| Text provided under a Creative Commons Attribution license, CC-BY. All code is made available under the FSF-approved MIT license. (c) Marc Spiegelman |
|
In [ ]:
%matplotlib inline
import numpy as np
import scipy.linalg as la
import matplotlib.pyplot as plt
import csv
GOAL: Demonstrate the use of the SVD to calculate principal components or "Empirical Orthogonal Functions" in a geophysical data set. This example is modified from a paper by Chris Small (LDEO)
Small, C., 1994. A global analysis of mid-ocean ridge axial topography. Geophys J Int 116, 64–84. doi:10.1111/j.1365-246X.1994.tb02128.x
In [ ]:
# read the data from the csv file
data = np.genfromtxt('m80.csv', delimiter='')
data_mean = np.mean(data,0)
# and plot out a few profiles and the mean depth.
plt.figure()
rows = [ 9,59,99]
labels = [ 'slow','medium','fast']
for i,row in enumerate(rows):
plt.plot(data[row,:],label=labels[i])
plt.hold(True)
plt.plot(data_mean,'k--',label='mean')
plt.xlabel('Distance across axis (km)')
plt.ylabel('Relative Elevation (m)')
plt.legend(loc='best')
plt.title('Example cross-axis topography of mid-ocean ridges')
plt.show()
In [ ]:
plt.figure()
X = data - data_mean
plt.imshow(X)
plt.xlabel('Distance across axis (Km)')
plt.ylabel('Relative Spreading Rate')
plt.colorbar()
plt.show()
In [ ]:
# now calculate the SVD of the de-meaned data matrix
U,S,Vt = la.svd(X,full_matrices=False)
And begin by looking at the spectrum of singular values $\Sigma$. Defining the variance as $\Sigma^2$ then we can also calculate the cumulative contribution to the total variance as
$$ g_k = \frac{\sum_{i=0}^k \sigma_i^2}{\sum_{i=0}^n \sigma_i^2} $$Plotting both $\Sigma$ and $g$ shows that $\sim$ 80% of the total variance can be explained by the first 4-5 Components
In [ ]:
# plot the singular values
plt.figure()
plt.semilogy(S,'bo')
plt.grid()
plt.title('Singular Values')
plt.show()
# and cumulative percent of variance
g = np.cumsum(S*S)/np.sum(S*S)
plt.figure()
plt.plot(g,'bx-')
plt.title('% cumulative percent variance explained')
plt.grid()
plt.show()
Plotting the first 4 Singular Vectors in $V$, shows them to reflect some commonly occuring patterns in the data
In [ ]:
plt.figure()
num_EOFs=3
for row in range(num_EOFs):
plt.plot(Vt[row,:],label='EOF{}'.format(row+1))
plt.grid()
plt.xlabel('Distance (km)')
plt.title('First {} EOFs '.format(num_EOFs))
plt.legend(loc='best')
plt.show()
For example, the first EOF pattern is primarily a symmetric pattern with an axial high surrounded by two off axis troughs (or an axial low with two flanking highs, the EOF's are just unit vector bases for the row-space and can be added with any positive or negative coefficient). The Second EOF is broader and all of one sign while the third EOF encodes assymetry.
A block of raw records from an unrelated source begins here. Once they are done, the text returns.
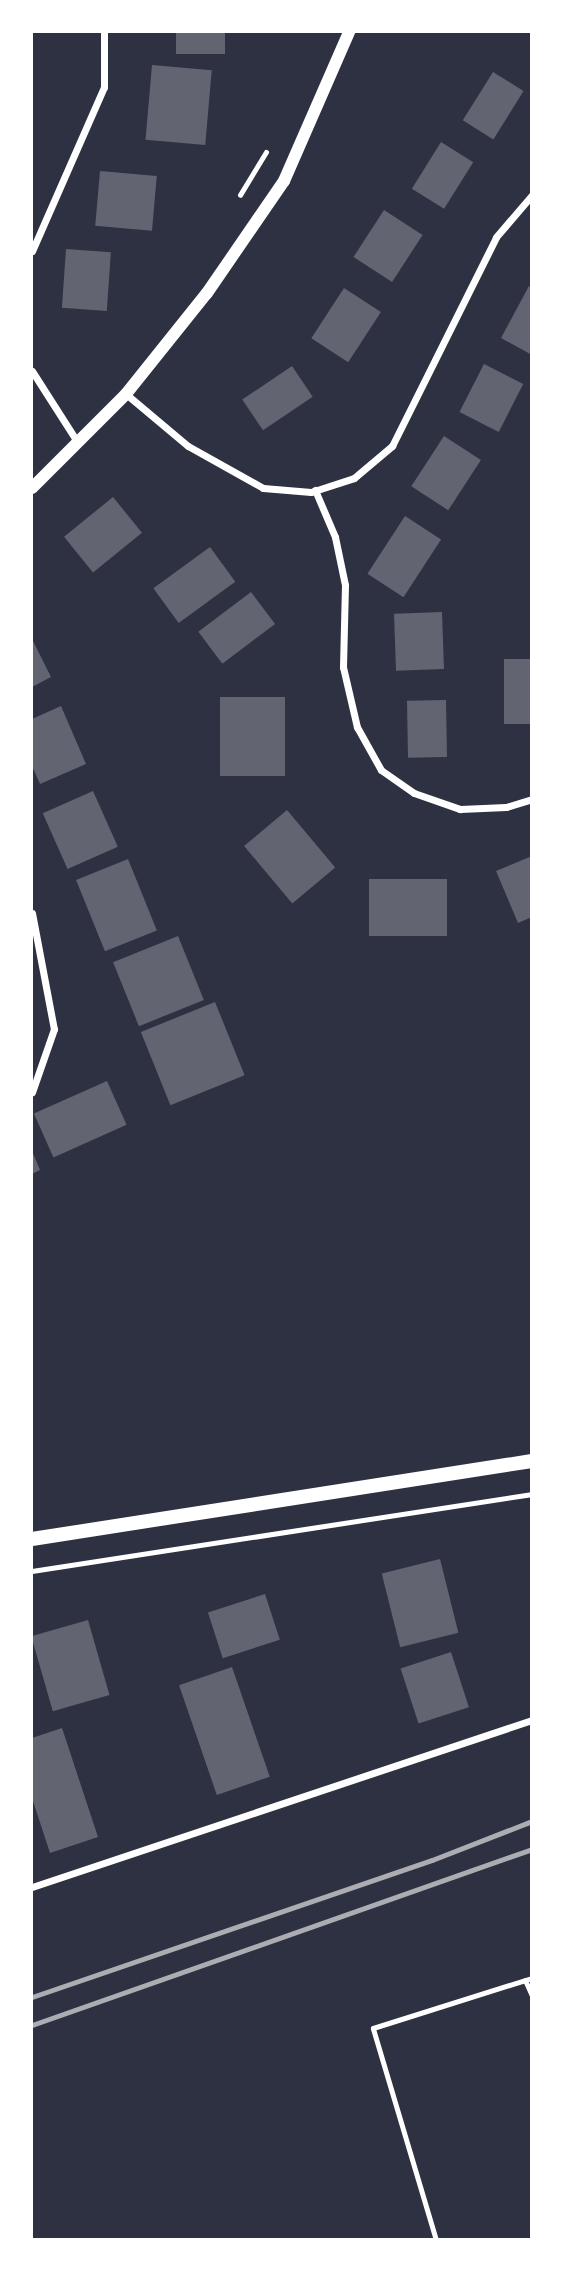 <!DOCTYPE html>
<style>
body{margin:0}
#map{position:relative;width:563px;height:2271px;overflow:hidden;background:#2d3142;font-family:"Open Sans",sans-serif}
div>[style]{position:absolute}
.building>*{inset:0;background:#626471;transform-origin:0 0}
.path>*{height:4.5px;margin:-2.25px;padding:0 2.25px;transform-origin:2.25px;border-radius:2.25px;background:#fff}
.service>*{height:5px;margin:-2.5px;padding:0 2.5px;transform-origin:2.5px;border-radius:2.5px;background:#fff}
.minor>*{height:7px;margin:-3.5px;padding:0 3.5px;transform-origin:3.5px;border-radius:3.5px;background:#fff}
.tertiary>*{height:12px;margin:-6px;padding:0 6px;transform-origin:6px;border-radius:6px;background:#fff}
.secondary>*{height:14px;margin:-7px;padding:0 7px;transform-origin:7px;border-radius:7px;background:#fff}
.rail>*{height:5px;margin:-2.5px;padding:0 2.5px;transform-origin:2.5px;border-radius:2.5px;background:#abadb3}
span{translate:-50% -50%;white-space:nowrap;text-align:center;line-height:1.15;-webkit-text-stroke:6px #fff;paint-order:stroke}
.frame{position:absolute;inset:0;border:33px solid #fff;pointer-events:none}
</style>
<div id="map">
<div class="building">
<i style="left:176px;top:32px;width:49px;height:22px"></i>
<i style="left:152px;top:65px;width:60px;height:75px;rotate:5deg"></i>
<i style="left:493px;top:72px;width:36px;height:57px;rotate:32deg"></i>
<i style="left:441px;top:142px;width:38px;height:55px;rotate:32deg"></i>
<i style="left:100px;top:171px;width:57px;height:55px;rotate:5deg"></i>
<i style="left:384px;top:210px;width:46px;height:56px;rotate:33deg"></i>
<i style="left:66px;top:249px;width:45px;height:59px;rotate:4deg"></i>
<i style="clip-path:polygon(529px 286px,532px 288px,532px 355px,501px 338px)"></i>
<i style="left:344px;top:288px;width:44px;height:60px;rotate:33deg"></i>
<i style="left:484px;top:364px;width:44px;height:54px;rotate:27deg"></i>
<i style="left:292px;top:366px;width:37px;height:60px;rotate:56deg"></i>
<i style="left:444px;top:436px;width:44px;height:60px;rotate:33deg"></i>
<i style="left:113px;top:497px;width:46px;height:63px;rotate:51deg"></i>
<i style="left:405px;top:516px;width:43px;height:69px;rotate:33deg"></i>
<i style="left:210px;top:547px;width:43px;height:70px;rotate:54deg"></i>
<i style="left:251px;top:592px;width:40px;height:66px;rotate:53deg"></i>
<i style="left:442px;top:612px;width:57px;height:48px;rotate:88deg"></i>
<i style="clip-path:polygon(32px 639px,51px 677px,32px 687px)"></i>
<i style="left:532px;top:659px;width:65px;height:28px;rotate:90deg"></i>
<i style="left:220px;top:697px;width:65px;height:79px"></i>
<i style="left:446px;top:700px;width:57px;height:39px;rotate:89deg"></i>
<i style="clip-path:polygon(61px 706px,86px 764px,40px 784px,32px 766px,32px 719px)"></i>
<i style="left:93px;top:791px;width:61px;height:55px;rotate:66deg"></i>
<i style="left:287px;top:810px;width:75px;height:56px;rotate:50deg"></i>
<i style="clip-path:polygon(532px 856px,532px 917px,518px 923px,496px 871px)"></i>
<i style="left:128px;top:859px;width:77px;height:56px;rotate:68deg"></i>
<i style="left:447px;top:879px;width:57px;height:78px;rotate:90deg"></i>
<i style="left:178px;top:936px;width:69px;height:70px;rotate:68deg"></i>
<i style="left:215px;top:1002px;width:79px;height:80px;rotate:68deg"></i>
<i style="left:107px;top:1081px;width:48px;height:80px;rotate:66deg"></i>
<i style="clip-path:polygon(32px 1151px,40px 1170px,32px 1174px)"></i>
<i style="left:440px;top:1559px;width:76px;height:60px;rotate:76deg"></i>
<i style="left:265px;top:1594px;width:48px;height:60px;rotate:72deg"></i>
<i style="left:88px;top:1620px;width:78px;height:59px;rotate:74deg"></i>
<i style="left:451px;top:1652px;width:58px;height:53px;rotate:72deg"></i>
<i style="left:232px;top:1667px;width:116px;height:56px;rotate:71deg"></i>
<i style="clip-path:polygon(62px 1728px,98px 1837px,50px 1853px,32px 1798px,32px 1738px)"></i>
</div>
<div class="path">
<i style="left:240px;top:195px;width:50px;rotate:-58.8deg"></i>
<i style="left:32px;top:1571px;width:506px;rotate:-8.75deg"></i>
</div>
<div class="service">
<i style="left:525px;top:1980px;width:17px;rotate:66deg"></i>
<i style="left:436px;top:2240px;width:221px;rotate:-106.6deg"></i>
<i style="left:373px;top:2028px;width:167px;rotate:-17.5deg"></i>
</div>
<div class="minor">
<i style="left:32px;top:251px;width:179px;rotate:-66.3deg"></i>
<i style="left:104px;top:87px;width:55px;rotate:-90deg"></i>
<i style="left:32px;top:371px;width:85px;rotate:57.4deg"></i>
<i style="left:126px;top:394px;width:81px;rotate:40deg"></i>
<i style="left:188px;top:446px;width:86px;rotate:29.2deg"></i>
<i style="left:263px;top:488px;width:48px;rotate:4.8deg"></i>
<i style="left:311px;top:492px;width:45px;rotate:-18deg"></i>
<i style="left:354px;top:478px;width:50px;rotate:-40.1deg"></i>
<i style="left:392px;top:446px;width:233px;rotate:-63.5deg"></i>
<i style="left:496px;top:237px;width:55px;rotate:-49.4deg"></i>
<i style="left:315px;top:490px;width:51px;rotate:66.9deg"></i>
<i style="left:335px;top:537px;width:49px;rotate:78.2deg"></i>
<i style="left:345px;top:585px;width:82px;rotate:91.4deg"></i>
<i style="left:343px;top:667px;width:62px;rotate:76.9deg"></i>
<i style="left:357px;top:727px;width:49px;rotate:60.8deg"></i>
<i style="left:381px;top:770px;width:40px;rotate:34.9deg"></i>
<i style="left:414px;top:793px;width:49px;rotate:19.2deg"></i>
<i style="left:460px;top:809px;width:46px;rotate:-2.5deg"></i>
<i style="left:506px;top:807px;width:27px;rotate:-17deg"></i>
<i style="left:32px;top:913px;width:118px;rotate:79.3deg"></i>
<i style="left:54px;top:1029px;width:67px;rotate:109.2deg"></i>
<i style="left:32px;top:1887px;width:527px;rotate:-18.47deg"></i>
</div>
<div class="tertiary">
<i style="left:32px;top:488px;width:133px;rotate:-45deg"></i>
<i style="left:126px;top:394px;width:129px;rotate:-51.3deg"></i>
<i style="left:207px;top:293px;width:136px;rotate:-55.5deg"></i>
<i style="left:284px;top:181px;width:163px;rotate:-66.4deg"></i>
</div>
<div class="secondary">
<i style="left:32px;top:1539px;width:506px;rotate:-8.87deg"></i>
</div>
<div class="rail">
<i style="left:32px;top:1997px;width:423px;rotate:-18.9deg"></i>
<i style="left:432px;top:1860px;width:107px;rotate:-21.3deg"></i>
<i style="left:32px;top:2025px;width:530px;rotate:-19.39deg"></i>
</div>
<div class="frame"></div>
</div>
Using the SVD we can also decompose each profile into a weighted linear combination of EOF's i.e.
$$ X = U\Sigma V^T = C V^T $$where $C = U\Sigma$ is a matrix of coefficients that describes the how each data row is decomposed into the relevant basis vectors. We can then produce a k-rank truncated representation of the data by
$$ X_k = C_k V_k^T $$where $C_k$ is the first $k$ columns of $C$ and $V_k$ is the first $k$ EOF's.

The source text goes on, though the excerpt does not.